Whenever a line carries the word "ГЕТЬМАНСЬКА", pull it out of the entries.

Saved data entries
===
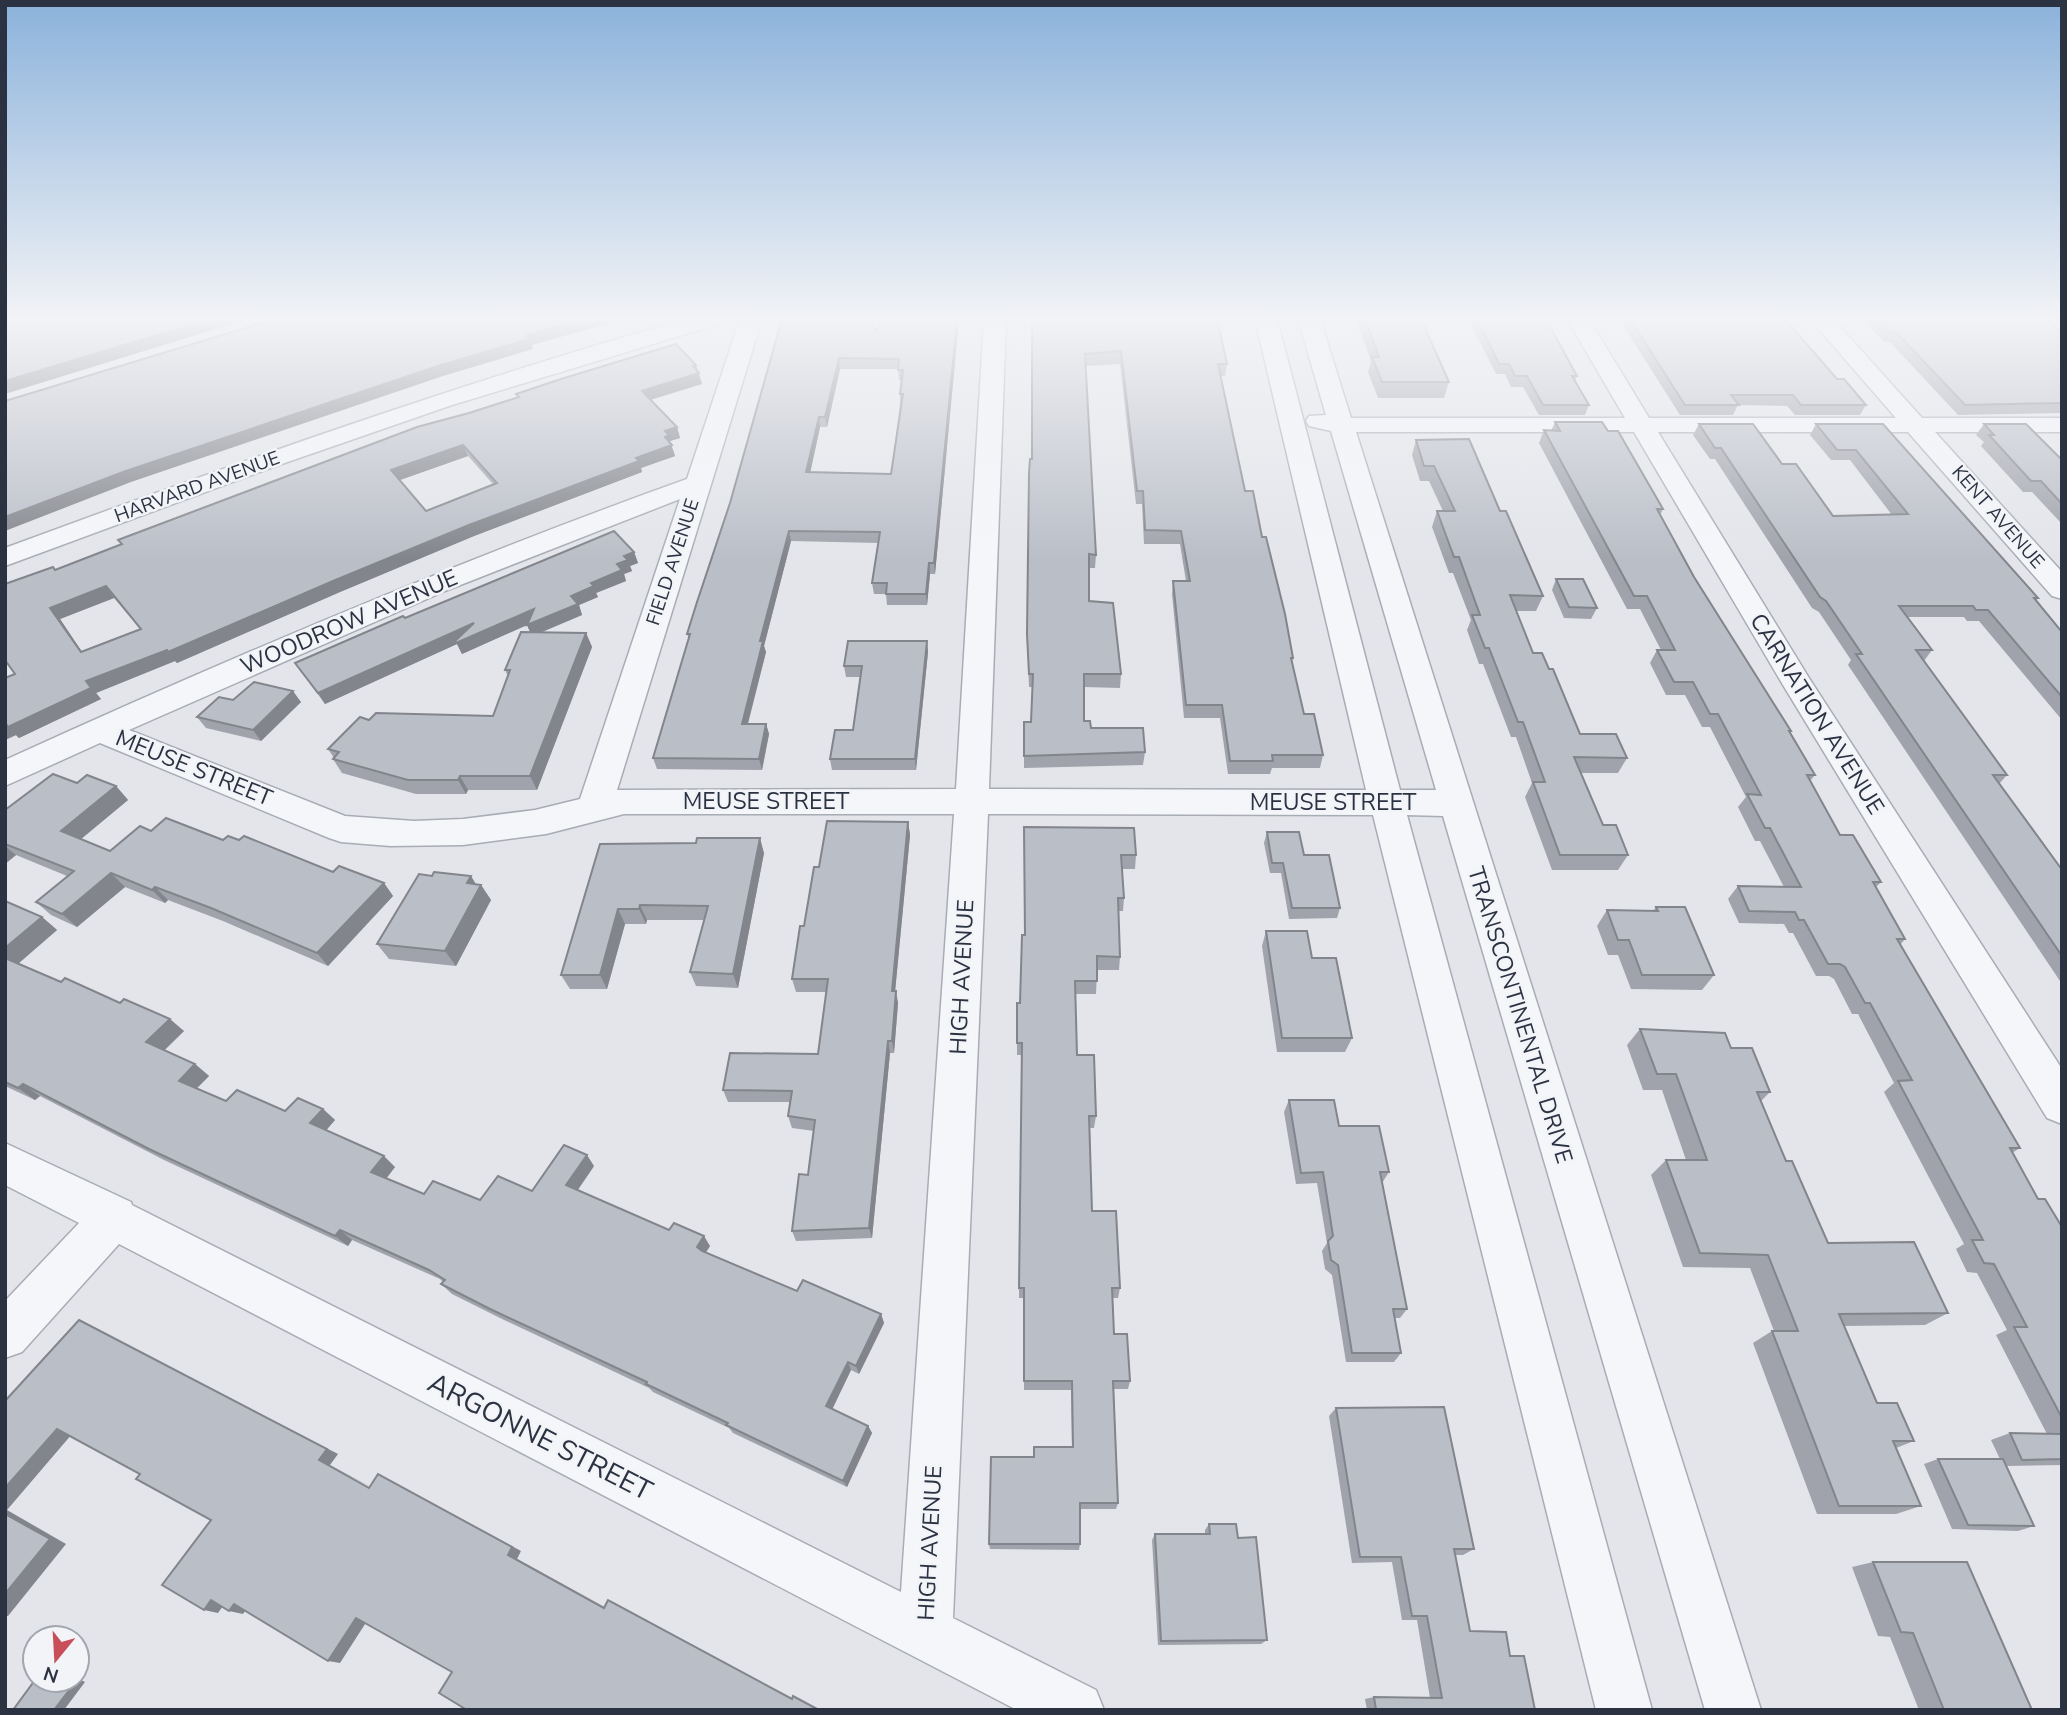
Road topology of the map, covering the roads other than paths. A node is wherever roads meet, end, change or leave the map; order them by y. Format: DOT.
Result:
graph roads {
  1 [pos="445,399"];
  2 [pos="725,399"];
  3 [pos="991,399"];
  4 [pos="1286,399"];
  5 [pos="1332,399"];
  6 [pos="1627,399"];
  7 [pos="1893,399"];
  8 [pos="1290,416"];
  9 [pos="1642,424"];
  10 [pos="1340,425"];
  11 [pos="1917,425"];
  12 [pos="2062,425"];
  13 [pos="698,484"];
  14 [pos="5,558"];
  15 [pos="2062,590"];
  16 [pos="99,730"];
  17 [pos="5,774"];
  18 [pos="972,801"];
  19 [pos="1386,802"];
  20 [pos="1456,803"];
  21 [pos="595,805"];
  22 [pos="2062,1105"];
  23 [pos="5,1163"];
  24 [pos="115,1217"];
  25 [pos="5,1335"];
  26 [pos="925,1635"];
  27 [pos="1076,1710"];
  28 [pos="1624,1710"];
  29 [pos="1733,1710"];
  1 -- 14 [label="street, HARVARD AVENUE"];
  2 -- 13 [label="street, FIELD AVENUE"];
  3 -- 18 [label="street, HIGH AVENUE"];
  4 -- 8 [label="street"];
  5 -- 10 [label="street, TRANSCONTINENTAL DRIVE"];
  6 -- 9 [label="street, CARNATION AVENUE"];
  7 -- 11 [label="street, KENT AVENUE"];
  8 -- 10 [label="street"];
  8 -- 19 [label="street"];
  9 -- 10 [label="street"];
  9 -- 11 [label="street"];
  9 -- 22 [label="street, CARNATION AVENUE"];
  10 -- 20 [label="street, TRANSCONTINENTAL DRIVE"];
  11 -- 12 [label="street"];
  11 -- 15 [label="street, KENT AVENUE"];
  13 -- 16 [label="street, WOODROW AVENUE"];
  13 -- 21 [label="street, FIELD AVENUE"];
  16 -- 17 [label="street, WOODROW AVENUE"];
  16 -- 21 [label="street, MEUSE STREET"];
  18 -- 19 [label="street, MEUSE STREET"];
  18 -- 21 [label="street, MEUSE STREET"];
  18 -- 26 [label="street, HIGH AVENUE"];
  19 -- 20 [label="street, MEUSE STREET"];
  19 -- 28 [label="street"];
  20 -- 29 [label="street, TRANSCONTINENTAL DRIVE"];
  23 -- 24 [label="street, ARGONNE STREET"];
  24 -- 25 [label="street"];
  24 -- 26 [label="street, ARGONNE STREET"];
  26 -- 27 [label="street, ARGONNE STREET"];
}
===
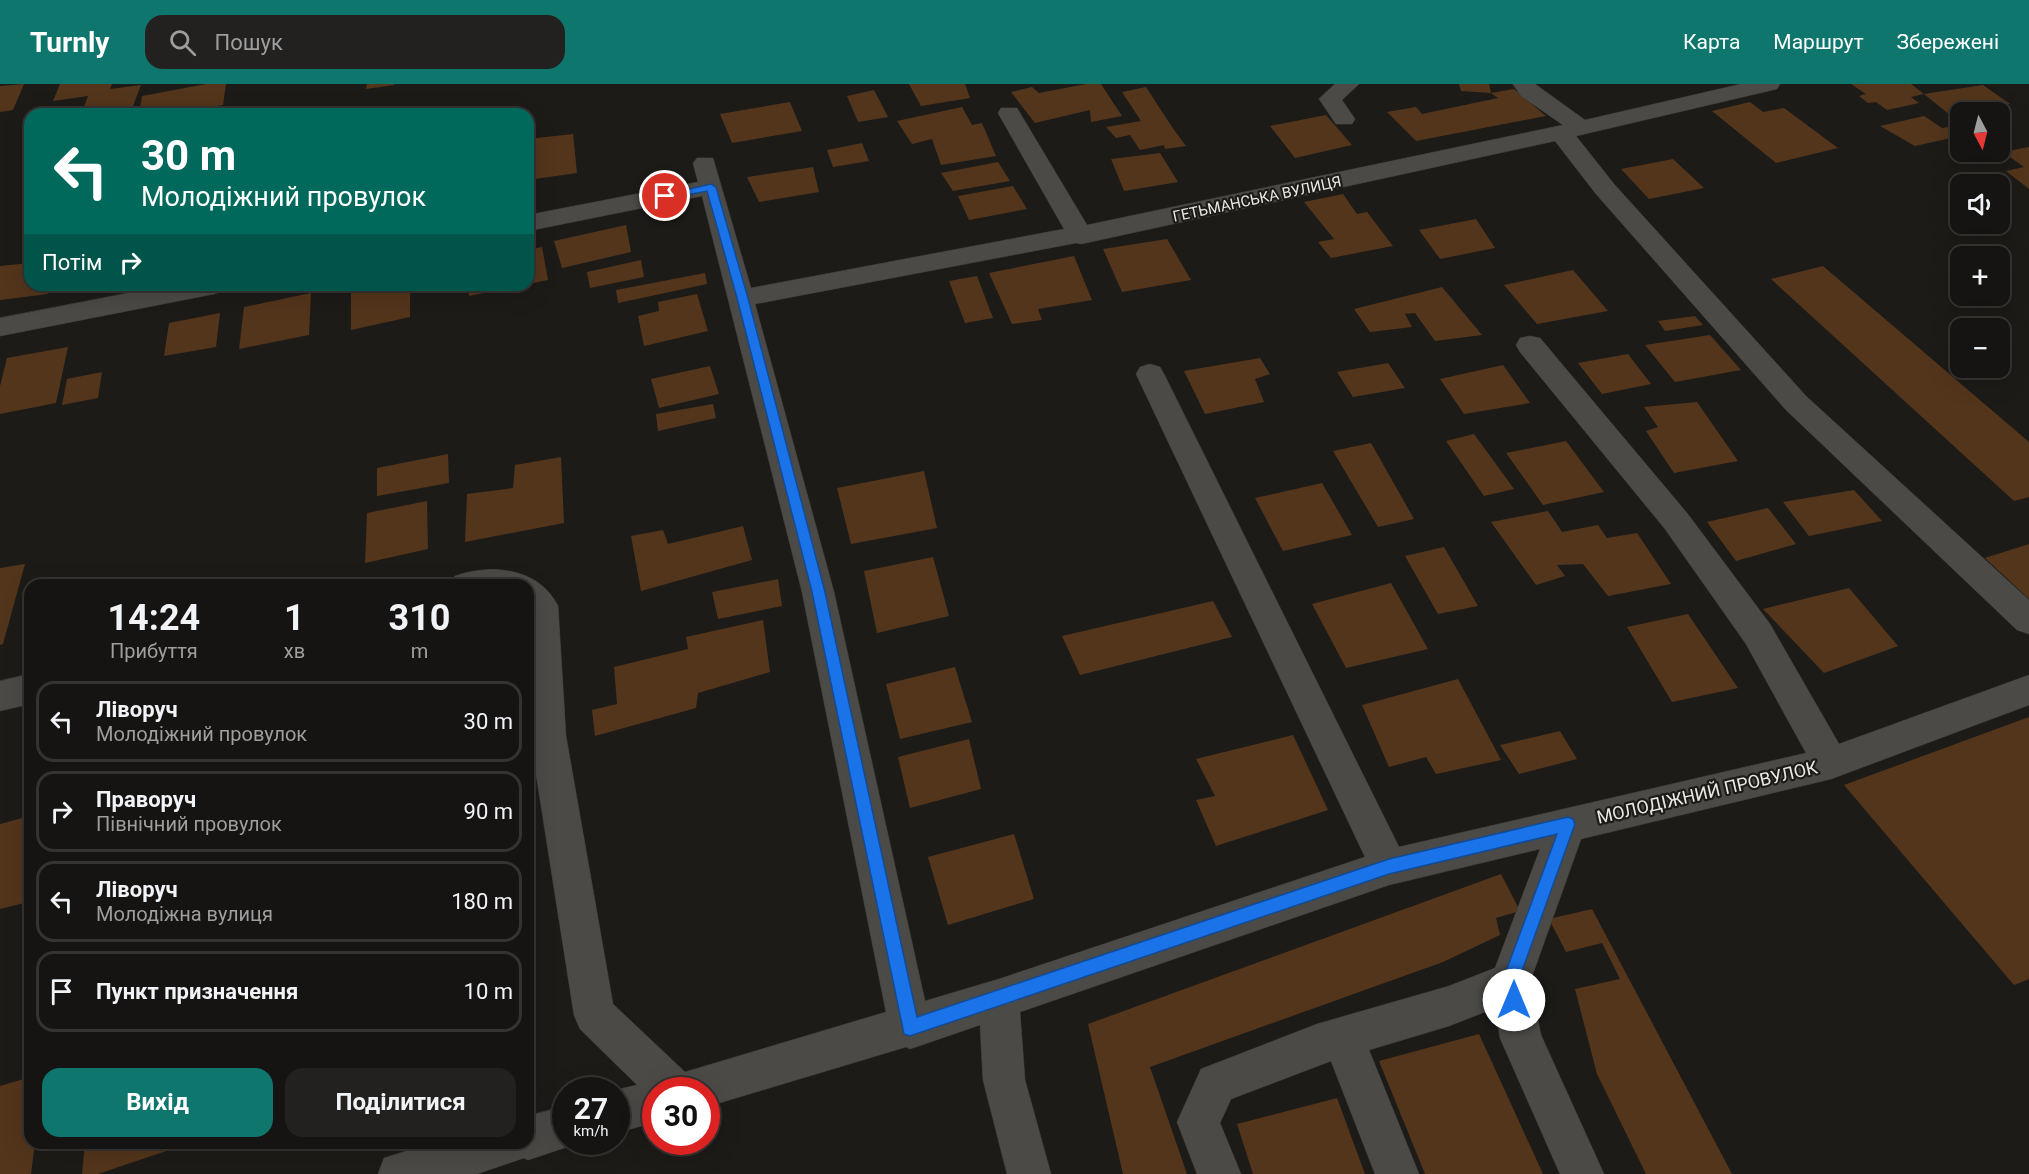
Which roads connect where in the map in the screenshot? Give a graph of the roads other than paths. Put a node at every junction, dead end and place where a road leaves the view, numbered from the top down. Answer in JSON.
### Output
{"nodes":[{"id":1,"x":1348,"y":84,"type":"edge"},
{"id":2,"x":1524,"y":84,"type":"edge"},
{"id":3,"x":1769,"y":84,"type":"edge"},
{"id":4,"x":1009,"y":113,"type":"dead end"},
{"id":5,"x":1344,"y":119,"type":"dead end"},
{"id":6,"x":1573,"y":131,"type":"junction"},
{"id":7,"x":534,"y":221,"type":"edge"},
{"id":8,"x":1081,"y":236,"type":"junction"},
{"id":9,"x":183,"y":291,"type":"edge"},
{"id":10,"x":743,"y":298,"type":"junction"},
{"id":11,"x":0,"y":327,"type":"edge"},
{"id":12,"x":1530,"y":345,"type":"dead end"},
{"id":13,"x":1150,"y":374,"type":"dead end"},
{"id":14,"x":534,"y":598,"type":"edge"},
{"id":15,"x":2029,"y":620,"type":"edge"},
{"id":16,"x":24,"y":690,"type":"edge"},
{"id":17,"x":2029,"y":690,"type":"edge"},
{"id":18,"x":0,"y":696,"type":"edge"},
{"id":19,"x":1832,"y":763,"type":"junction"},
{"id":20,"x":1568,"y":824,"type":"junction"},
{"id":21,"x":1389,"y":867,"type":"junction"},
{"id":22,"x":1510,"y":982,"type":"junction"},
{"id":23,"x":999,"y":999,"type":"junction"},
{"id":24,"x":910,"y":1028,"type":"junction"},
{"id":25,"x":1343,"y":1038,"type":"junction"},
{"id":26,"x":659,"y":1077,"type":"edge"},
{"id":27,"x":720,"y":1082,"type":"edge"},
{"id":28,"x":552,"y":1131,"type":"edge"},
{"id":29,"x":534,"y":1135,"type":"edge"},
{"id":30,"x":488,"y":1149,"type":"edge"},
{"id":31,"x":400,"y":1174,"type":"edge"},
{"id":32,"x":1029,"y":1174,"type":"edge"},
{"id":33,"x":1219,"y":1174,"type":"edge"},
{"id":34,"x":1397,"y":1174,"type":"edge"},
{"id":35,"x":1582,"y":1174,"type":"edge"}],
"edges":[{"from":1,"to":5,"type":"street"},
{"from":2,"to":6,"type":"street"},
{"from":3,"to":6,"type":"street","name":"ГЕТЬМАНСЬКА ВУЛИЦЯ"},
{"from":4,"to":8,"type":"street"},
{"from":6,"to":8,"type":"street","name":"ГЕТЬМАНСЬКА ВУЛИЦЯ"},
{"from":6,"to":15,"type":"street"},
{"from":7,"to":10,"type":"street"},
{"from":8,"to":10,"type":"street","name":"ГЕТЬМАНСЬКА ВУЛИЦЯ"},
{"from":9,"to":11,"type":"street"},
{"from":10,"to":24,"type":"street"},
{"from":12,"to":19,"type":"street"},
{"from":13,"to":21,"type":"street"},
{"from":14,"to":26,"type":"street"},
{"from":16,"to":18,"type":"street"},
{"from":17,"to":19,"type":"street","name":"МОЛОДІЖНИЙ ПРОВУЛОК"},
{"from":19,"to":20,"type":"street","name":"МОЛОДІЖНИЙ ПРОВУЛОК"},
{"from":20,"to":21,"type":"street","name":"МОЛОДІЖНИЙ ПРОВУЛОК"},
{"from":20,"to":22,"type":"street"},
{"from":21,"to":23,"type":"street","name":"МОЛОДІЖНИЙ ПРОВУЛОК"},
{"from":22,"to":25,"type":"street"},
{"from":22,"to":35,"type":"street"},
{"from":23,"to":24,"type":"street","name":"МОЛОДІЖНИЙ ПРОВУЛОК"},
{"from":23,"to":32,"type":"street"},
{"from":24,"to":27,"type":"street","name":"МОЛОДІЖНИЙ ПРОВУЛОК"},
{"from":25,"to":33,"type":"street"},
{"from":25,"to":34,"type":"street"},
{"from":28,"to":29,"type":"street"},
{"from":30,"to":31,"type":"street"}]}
===
▶ _Finished exercise_:
{"from":3,"to":6,"type":"street","name":"ГЕТЬМАНСЬКА ВУЛИЦЯ"},
{"from":6,"to":8,"type":"street","name":"ГЕТЬМАНСЬКА ВУЛИЦЯ"},
{"from":8,"to":10,"type":"street","name":"ГЕТЬМАНСЬКА ВУЛИЦЯ"},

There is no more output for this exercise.